When it comes to using biomass, comprehensive sustainability assessments are indispensable for any given region to identify the most suitable local type of biomass for certain applications in order to keep unwanted side effects at bay. In discussions on land use, direct and indirect land use changes (LUC and iLUC) and food security there should be much higher consideration of the enormous risks climate change poses to agricultural land and food production, and at the same time how widely biomass products may help reduce greenhouse gas emissions.
How much of the chemical industry's raw material demand can be covered by biomass until 2050? Experts suggest that the 14% share seen in 2015 may double or even triple by 2050. At the end of the day, among other things, the societal and political acceptance for main agricultural products (such as wheat, corn, or sugar beet) to be used as biomass in the chemicals sector will determine how much of this potential can be realized. On the surface, their use seems to undermine food security, in-depth analyses show, however, that they rather contribute to a reliable supply of food. 7 Once the demand in biofuels starts to decrease gradually as the decarbonization of transport advances, land becoming available may be harnessed for the chemical industry to increase its biomass rates without the need for more arable land.

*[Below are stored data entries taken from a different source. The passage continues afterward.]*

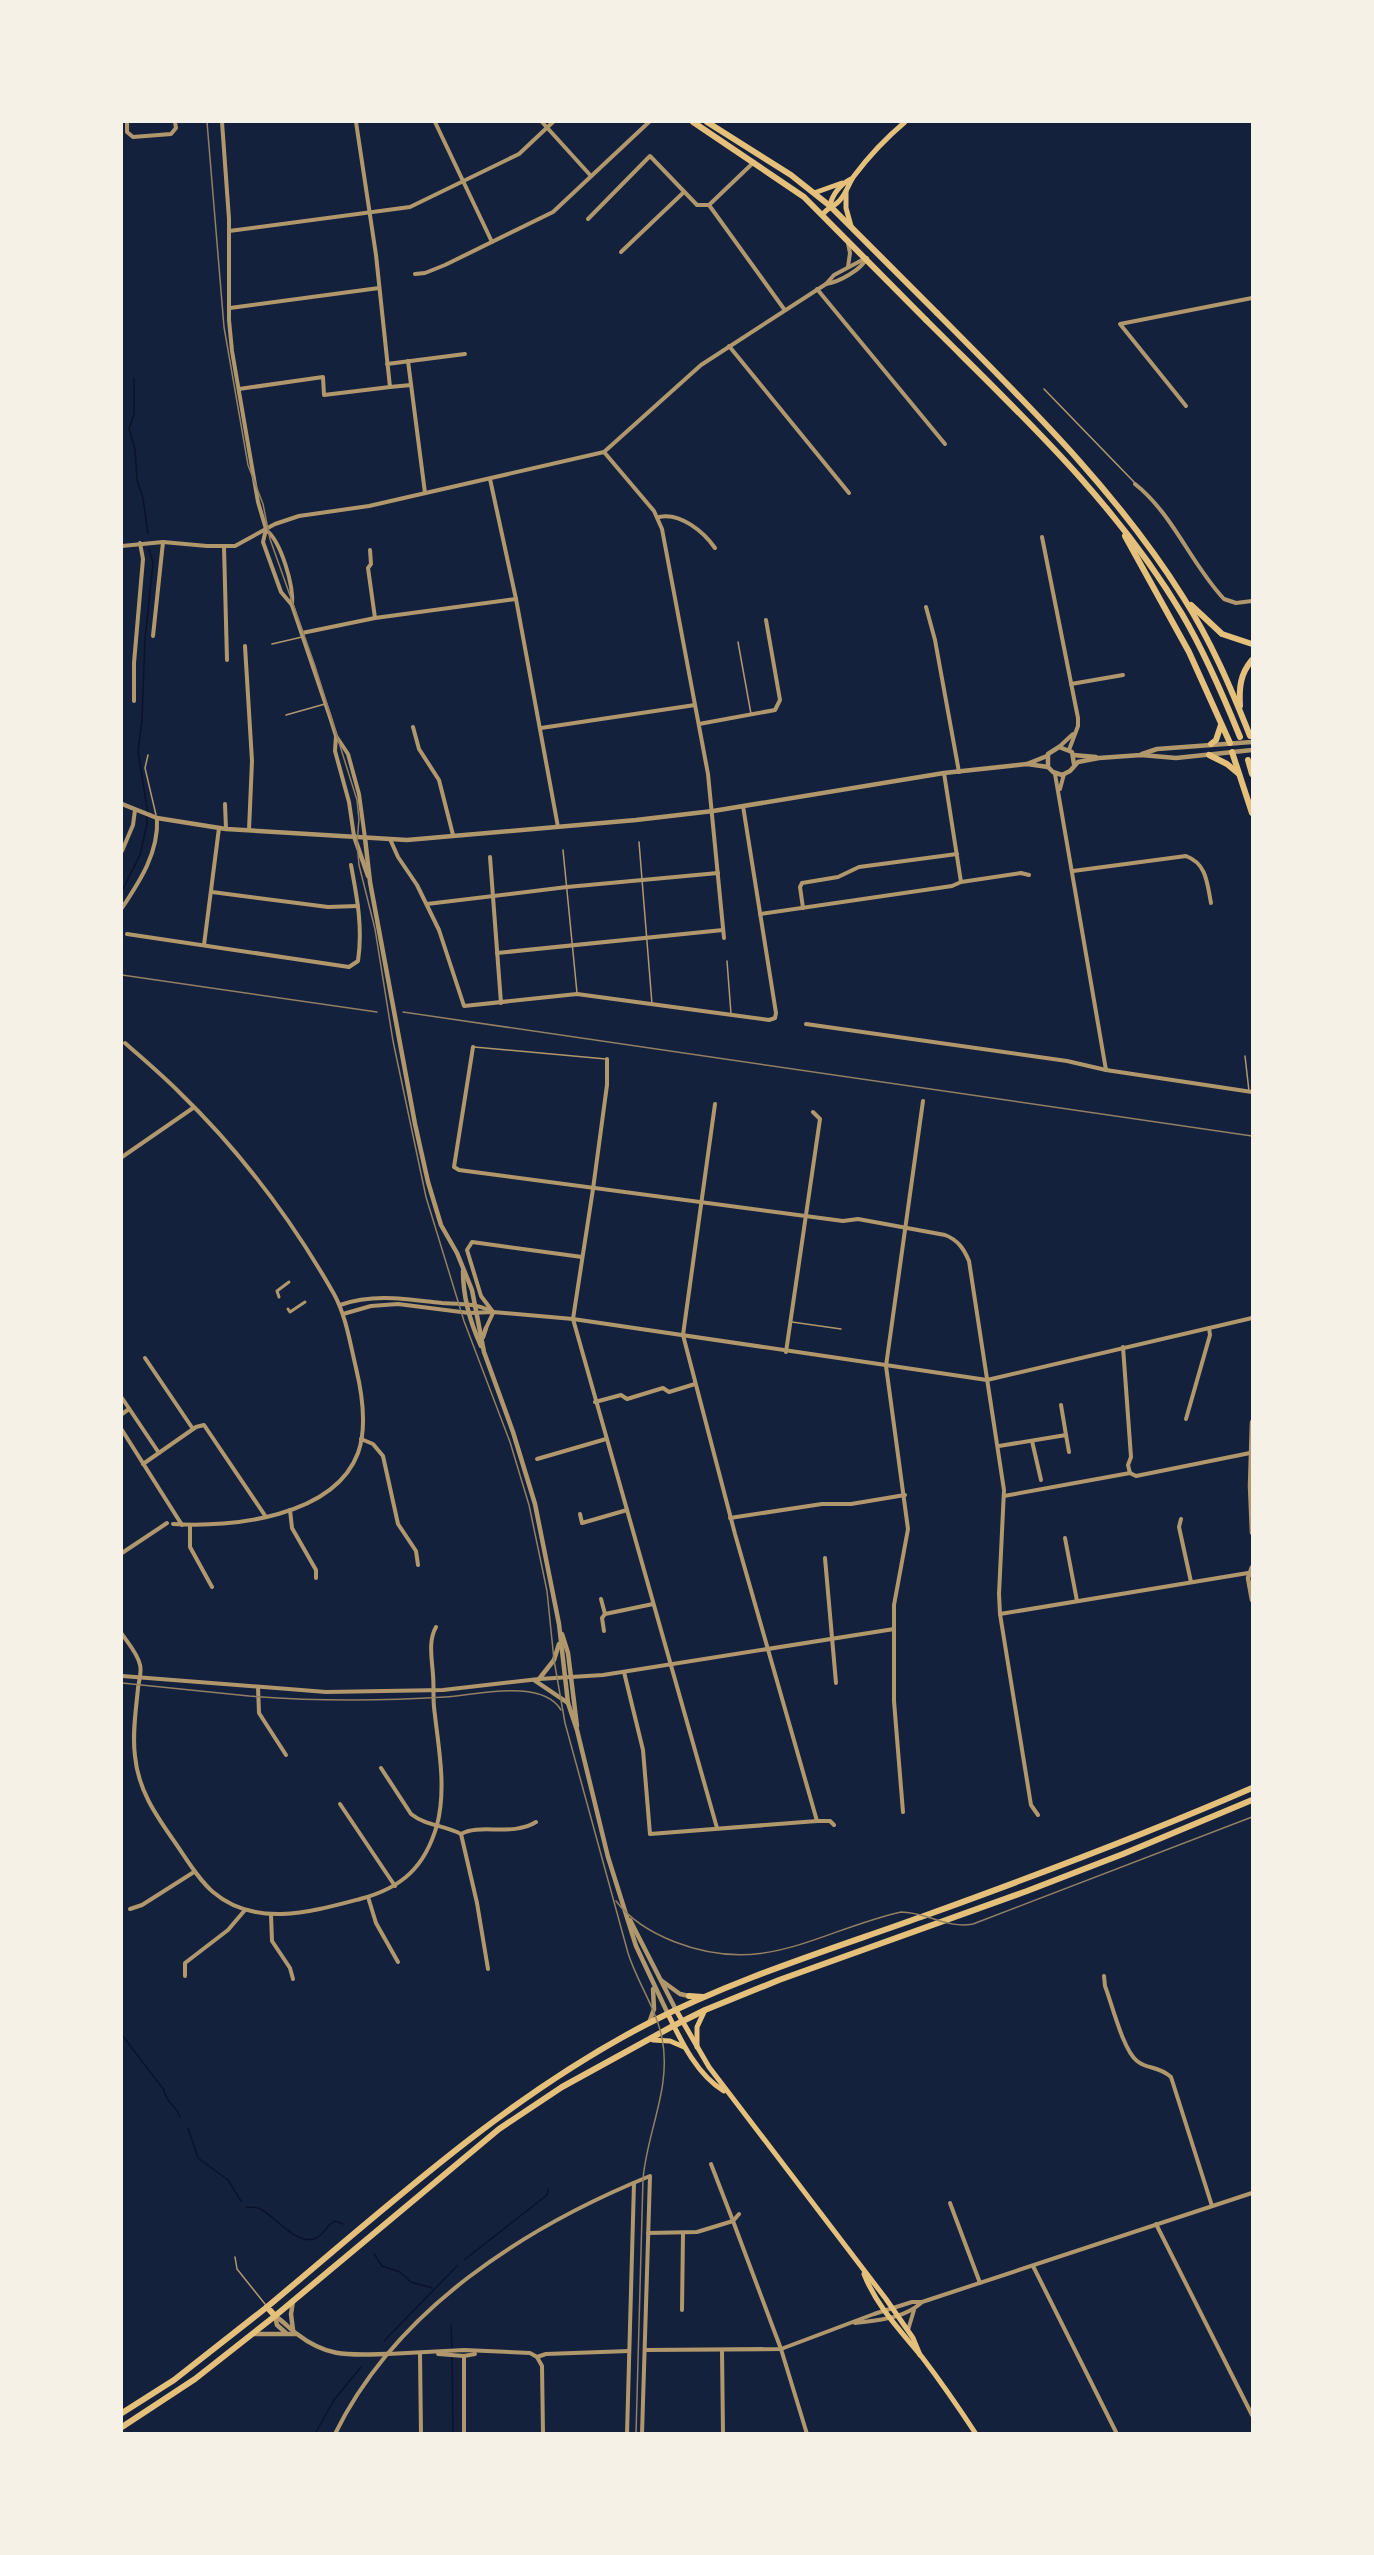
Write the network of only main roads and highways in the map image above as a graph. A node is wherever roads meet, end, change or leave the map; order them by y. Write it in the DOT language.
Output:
graph roads {
  1 [pos="693,122"];
  2 [pos="707,122"];
  3 [pos="905,122"];
  4 [pos="851,179"];
  5 [pos="844,183"];
  6 [pos="846,191"];
  7 [pos="814,193"];
  8 [pos="830,206"];
  9 [pos="823,214"];
  10 [pos="852,227"];
  11 [pos="874,250"];
  12 [pos="867,258"];
  13 [pos="1113,514"];
  14 [pos="1184,598"];
  15 [pos="1252,644"];
  16 [pos="1252,660"];
  17 [pos="1240,712"];
  18 [pos="1221,724"];
  19 [pos="1251,739"];
  20 [pos="1211,744"];
  21 [pos="1235,752"];
  22 [pos="1209,755"];
  23 [pos="1248,760"];
  24 [pos="1239,774"];
  25 [pos="1252,774"];
  26 [pos="1252,813"];
  27 [pos="1252,1788"];
  28 [pos="1252,1800"];
  29 [pos="688,1996"];
  30 [pos="704,1997"];
  31 [pos="676,2010"];
  32 [pos="705,2010"];
  33 [pos="668,2014"];
  34 [pos="681,2022"];
  35 [pos="674,2026"];
  36 [pos="653,2040"];
  37 [pos="638,2045"];
  38 [pos="686,2048"];
  39 [pos="697,2049"];
  40 [pos="728,2093"];
  41 [pos="862,2269"];
  42 [pos="267,2307"];
  43 [pos="275,2316"];
  44 [pos="920,2355"];
  45 [pos="122,2413"];
  46 [pos="122,2427"];
  47 [pos="976,2433"];
  1 -- 9 [label="main road"];
  2 -- 7 [label="main road"];
  3 -- 4 [label="main road"];
  4 -- 5 [label="main road"];
  4 -- 6 [label="main road"];
  5 -- 7 [label="main road"];
  5 -- 8 [label="main road"];
  6 -- 8 [label="main road"];
  6 -- 10 [label="main road"];
  7 -- 8 [label="main road"];
  8 -- 9 [label="main road"];
  8 -- 10 [label="main road"];
  9 -- 12 [label="main road"];
  10 -- 11 [label="main road"];
  11 -- 12 [label="main road"];
  11 -- 14 [label="main road"];
  12 -- 13 [label="main road"];
  13 -- 18 [label="main road"];
  13 -- 18 [label="main road"];
  14 -- 15 [label="main road"];
  14 -- 17 [label="main road"];
  16 -- 17 [label="main road"];
  17 -- 19 [label="main road"];
  18 -- 20 [label="main road"];
  21 -- 24 [label="main road"];
  22 -- 24 [label="main road"];
  23 -- 25 [label="main road"];
  24 -- 26 [label="main road"];
  27 -- 30 [label="main road"];
  28 -- 32 [label="main road"];
  29 -- 30 [label="main road"];
  30 -- 31 [label="main road"];
  31 -- 33 [label="main road"];
  31 -- 34 [label="main road"];
  32 -- 34 [label="main road"];
  32 -- 39 [label="main road"];
  33 -- 35 [label="main road"];
  33 -- 42 [label="main road"];
  34 -- 35 [label="main road"];
  34 -- 39 [label="main road"];
  35 -- 37 [label="main road"];
  35 -- 38 [label="main road"];
  36 -- 37 [label="main road"];
  36 -- 38 [label="main road"];
  37 -- 43 [label="main road"];
  38 -- 40 [label="main road"];
  39 -- 40 [label="main road"];
  40 -- 41 [label="main road"];
  41 -- 44 [label="main road"];
  41 -- 44 [label="main road"];
  42 -- 43 [label="main road"];
  42 -- 45 [label="main road"];
  43 -- 46 [label="main road"];
  44 -- 47 [label="main road"];
}
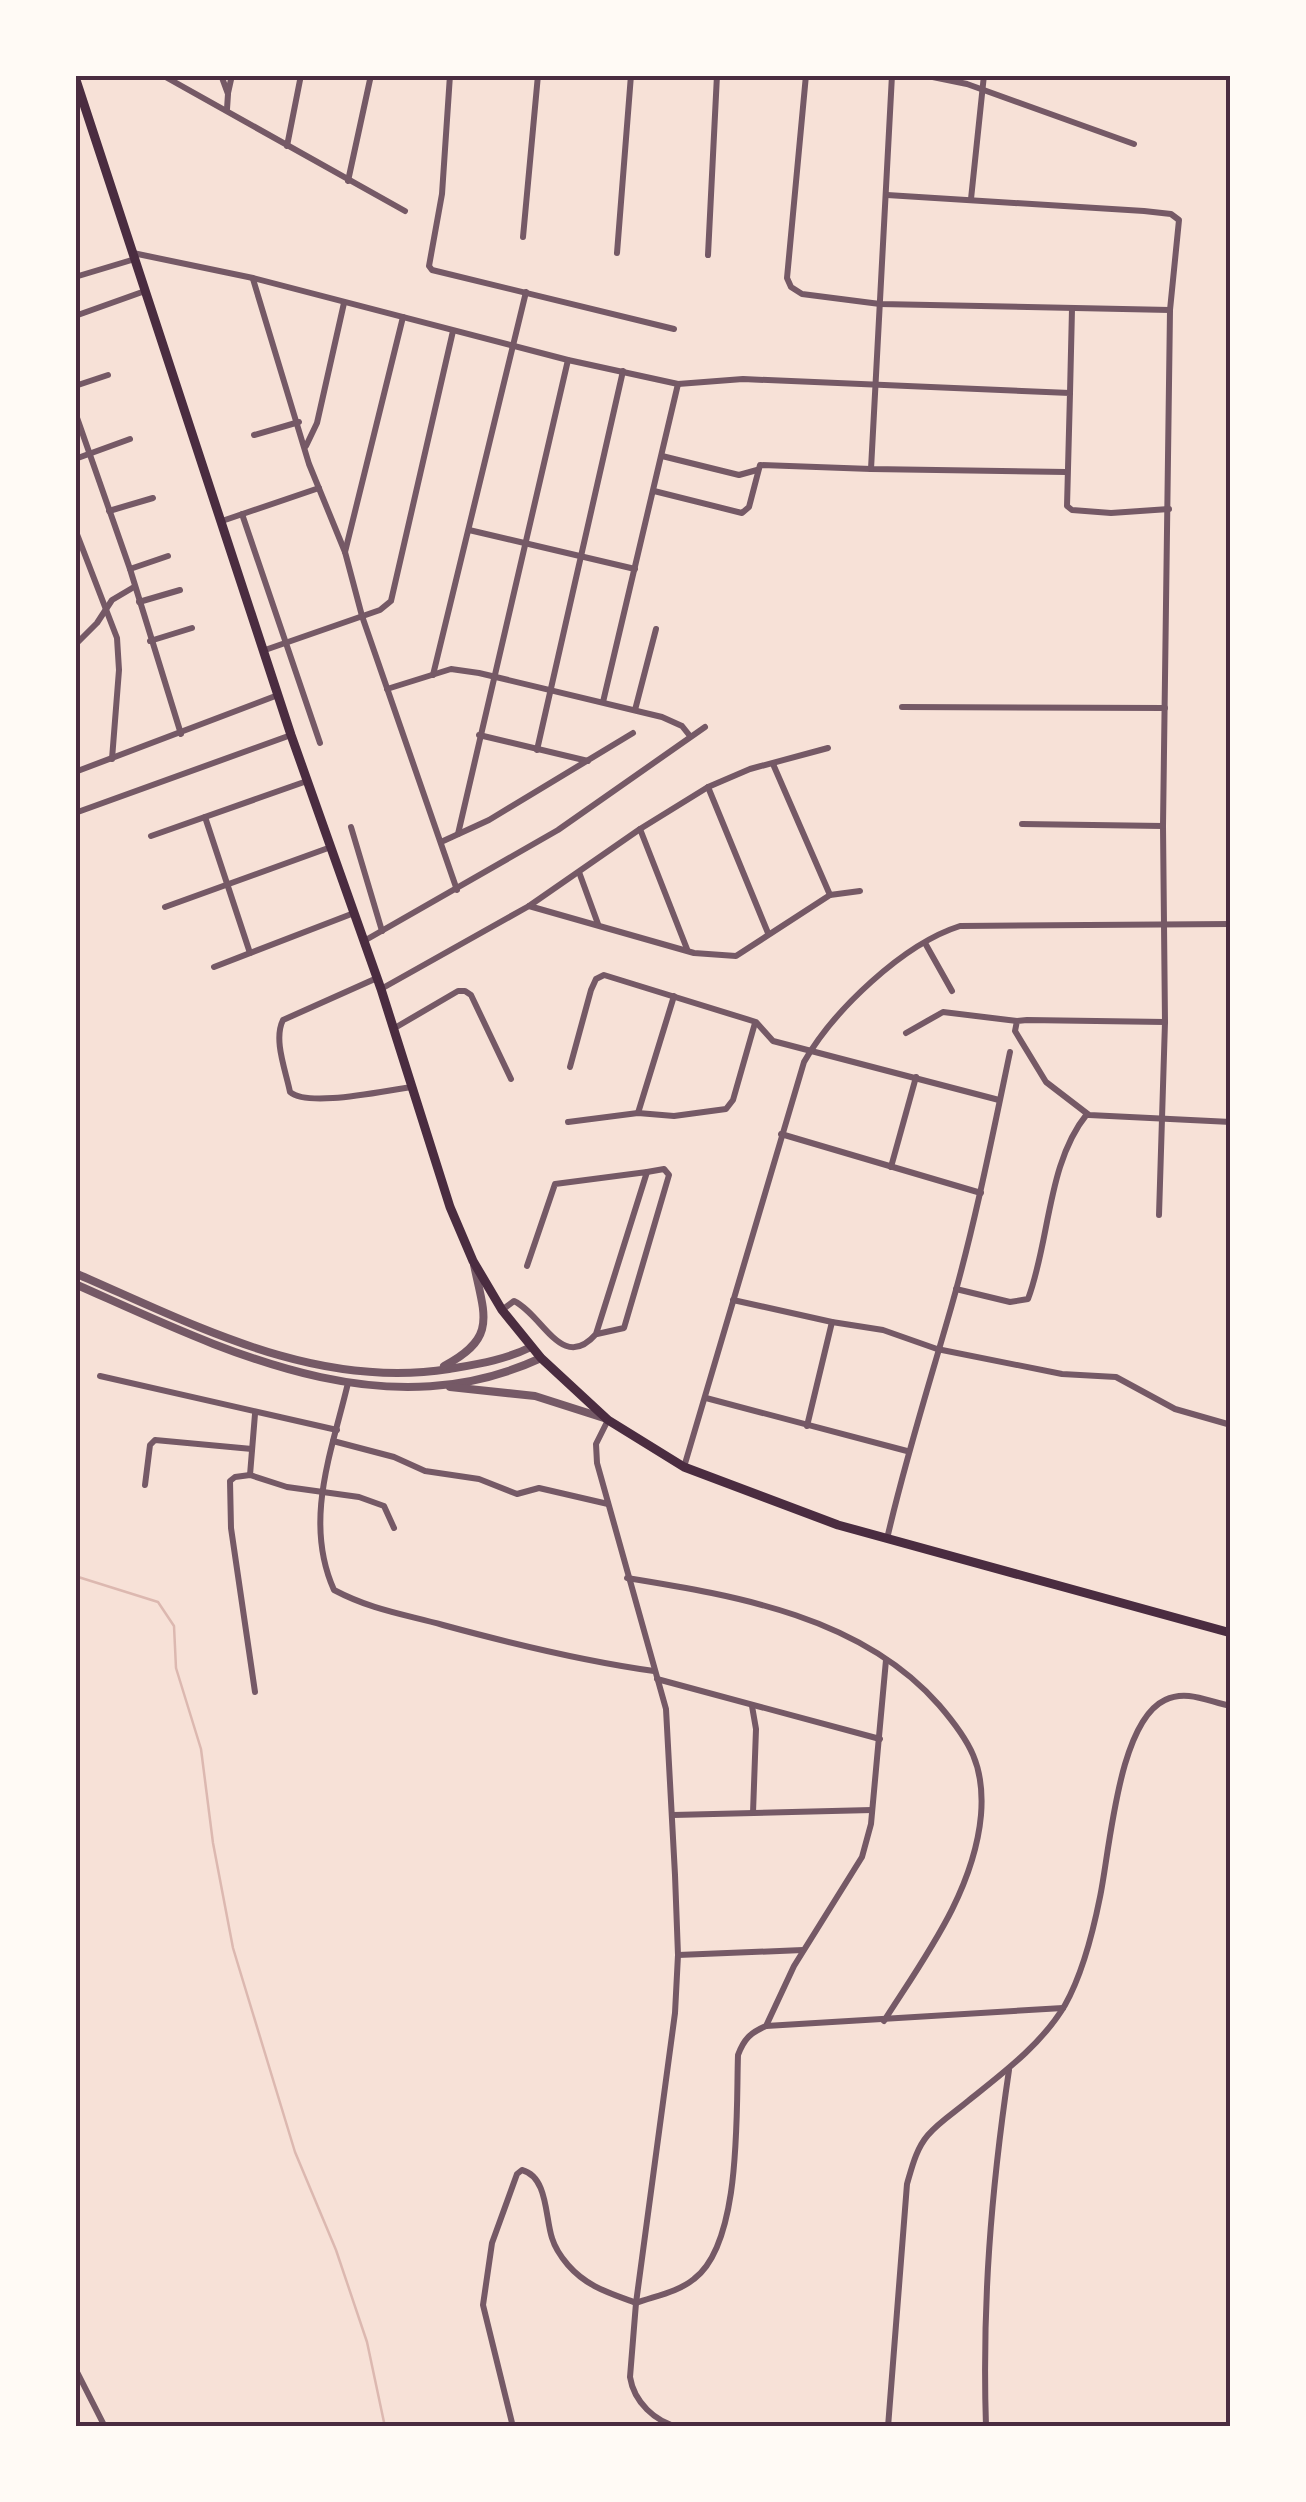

The utilization of biomass makes particular sense wherever functional and complex molecular units remain intact after chemical conversion, so they can be used further. For instance, oleochemical, natural rubber and lignin applications qualify in this respect as do numerous novel biobased components such as organic acids and furan-based products. Washing, cleaning and care agents as well as polymers based on these new components frequently outperform existing products with regard to their health and environmental benefits. Additionally, industrial biotechnology may help manufacture complex molecules using short and gentle processes and made-to-measure production organisms. Lignin, for instance, little used to date and a by-product of wood processing, may be a future candidate in the production of aromatic compounds.
Remarkably, it seems to be comparatively easy to build a distinctive feature into biomass-based products, namely the biodegradability of polymers. Industry, politicians and NGOs have similarly failed so far in this respect, and, as a consequence, this potential is still waiting to be tapped to a large extent. In Europe alone, hundreds of thousands of tons of plastic materials end up in the environment at their end of life or use: many of them even when they are used appropriately, simply because there is no way of collecting them, e.g. tree guard foils, carrier polymers for fertilizers or pesticides or binder twines used in agriculture. They are currently not part of the circular economy. However, with the use of suitable polymers they could be degraded by microorganisms and be converted into CO2 again without any harm for the environment.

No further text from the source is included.